TASK MATERIAL

★ ★ ★ ★ ★ ★ ★

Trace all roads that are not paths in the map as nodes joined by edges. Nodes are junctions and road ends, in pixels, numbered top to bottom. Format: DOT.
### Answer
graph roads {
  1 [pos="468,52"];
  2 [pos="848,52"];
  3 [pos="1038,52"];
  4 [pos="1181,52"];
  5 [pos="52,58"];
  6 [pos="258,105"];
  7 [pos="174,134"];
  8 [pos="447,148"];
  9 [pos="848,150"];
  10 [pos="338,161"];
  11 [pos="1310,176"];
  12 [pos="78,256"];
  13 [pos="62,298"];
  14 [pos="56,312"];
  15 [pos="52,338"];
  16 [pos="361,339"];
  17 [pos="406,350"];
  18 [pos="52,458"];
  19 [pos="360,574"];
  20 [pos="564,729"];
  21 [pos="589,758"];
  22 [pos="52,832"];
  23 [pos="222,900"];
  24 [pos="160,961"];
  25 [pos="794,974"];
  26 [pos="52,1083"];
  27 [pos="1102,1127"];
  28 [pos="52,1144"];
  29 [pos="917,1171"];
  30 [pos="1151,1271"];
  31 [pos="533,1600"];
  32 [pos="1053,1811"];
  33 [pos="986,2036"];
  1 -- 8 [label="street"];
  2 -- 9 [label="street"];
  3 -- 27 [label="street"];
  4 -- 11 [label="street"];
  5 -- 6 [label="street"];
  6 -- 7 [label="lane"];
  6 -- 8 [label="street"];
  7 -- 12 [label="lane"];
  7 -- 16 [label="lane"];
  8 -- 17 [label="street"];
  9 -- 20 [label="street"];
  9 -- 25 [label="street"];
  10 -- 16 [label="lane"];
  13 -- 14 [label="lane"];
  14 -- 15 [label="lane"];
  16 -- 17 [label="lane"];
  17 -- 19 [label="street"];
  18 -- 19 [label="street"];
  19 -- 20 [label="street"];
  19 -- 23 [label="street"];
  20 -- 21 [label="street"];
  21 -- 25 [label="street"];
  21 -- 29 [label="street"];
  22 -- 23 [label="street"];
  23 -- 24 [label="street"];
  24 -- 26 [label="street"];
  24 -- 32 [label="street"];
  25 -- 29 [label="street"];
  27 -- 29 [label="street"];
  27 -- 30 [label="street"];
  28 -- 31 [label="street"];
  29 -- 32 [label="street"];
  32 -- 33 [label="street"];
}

★ ★ ★ ★ ★ ★ ★

ACTION ITEM
From the first line through the last, give the data above again exactly.

EXERCISE SOLUTION
Trace all roads that are not paths in the map as nodes joined by edges. Nodes are junctions and road ends, in pixels, numbered top to bottom. Format: DOT.
### Answer
graph roads {
  1 [pos="468,52"];
  2 [pos="848,52"];
  3 [pos="1038,52"];
  4 [pos="1181,52"];
  5 [pos="52,58"];
  6 [pos="258,105"];
  7 [pos="174,134"];
  8 [pos="447,148"];
  9 [pos="848,150"];
  10 [pos="338,161"];
  11 [pos="1310,176"];
  12 [pos="78,256"];
  13 [pos="62,298"];
  14 [pos="56,312"];
  15 [pos="52,338"];
  16 [pos="361,339"];
  17 [pos="406,350"];
  18 [pos="52,458"];
  19 [pos="360,574"];
  20 [pos="564,729"];
  21 [pos="589,758"];
  22 [pos="52,832"];
  23 [pos="222,900"];
  24 [pos="160,961"];
  25 [pos="794,974"];
  26 [pos="52,1083"];
  27 [pos="1102,1127"];
  28 [pos="52,1144"];
  29 [pos="917,1171"];
  30 [pos="1151,1271"];
  31 [pos="533,1600"];
  32 [pos="1053,1811"];
  33 [pos="986,2036"];
  1 -- 8 [label="street"];
  2 -- 9 [label="street"];
  3 -- 27 [label="street"];
  4 -- 11 [label="street"];
  5 -- 6 [label="street"];
  6 -- 7 [label="lane"];
  6 -- 8 [label="street"];
  7 -- 12 [label="lane"];
  7 -- 16 [label="lane"];
  8 -- 17 [label="street"];
  9 -- 20 [label="street"];
  9 -- 25 [label="street"];
  10 -- 16 [label="lane"];
  13 -- 14 [label="lane"];
  14 -- 15 [label="lane"];
  16 -- 17 [label="lane"];
  17 -- 19 [label="street"];
  18 -- 19 [label="street"];
  19 -- 20 [label="street"];
  19 -- 23 [label="street"];
  20 -- 21 [label="street"];
  21 -- 25 [label="street"];
  21 -- 29 [label="street"];
  22 -- 23 [label="street"];
  23 -- 24 [label="street"];
  24 -- 26 [label="street"];
  24 -- 32 [label="street"];
  25 -- 29 [label="street"];
  27 -- 29 [label="street"];
  27 -- 30 [label="street"];
  28 -- 31 [label="street"];
  29 -- 32 [label="street"];
  32 -- 33 [label="street"];
}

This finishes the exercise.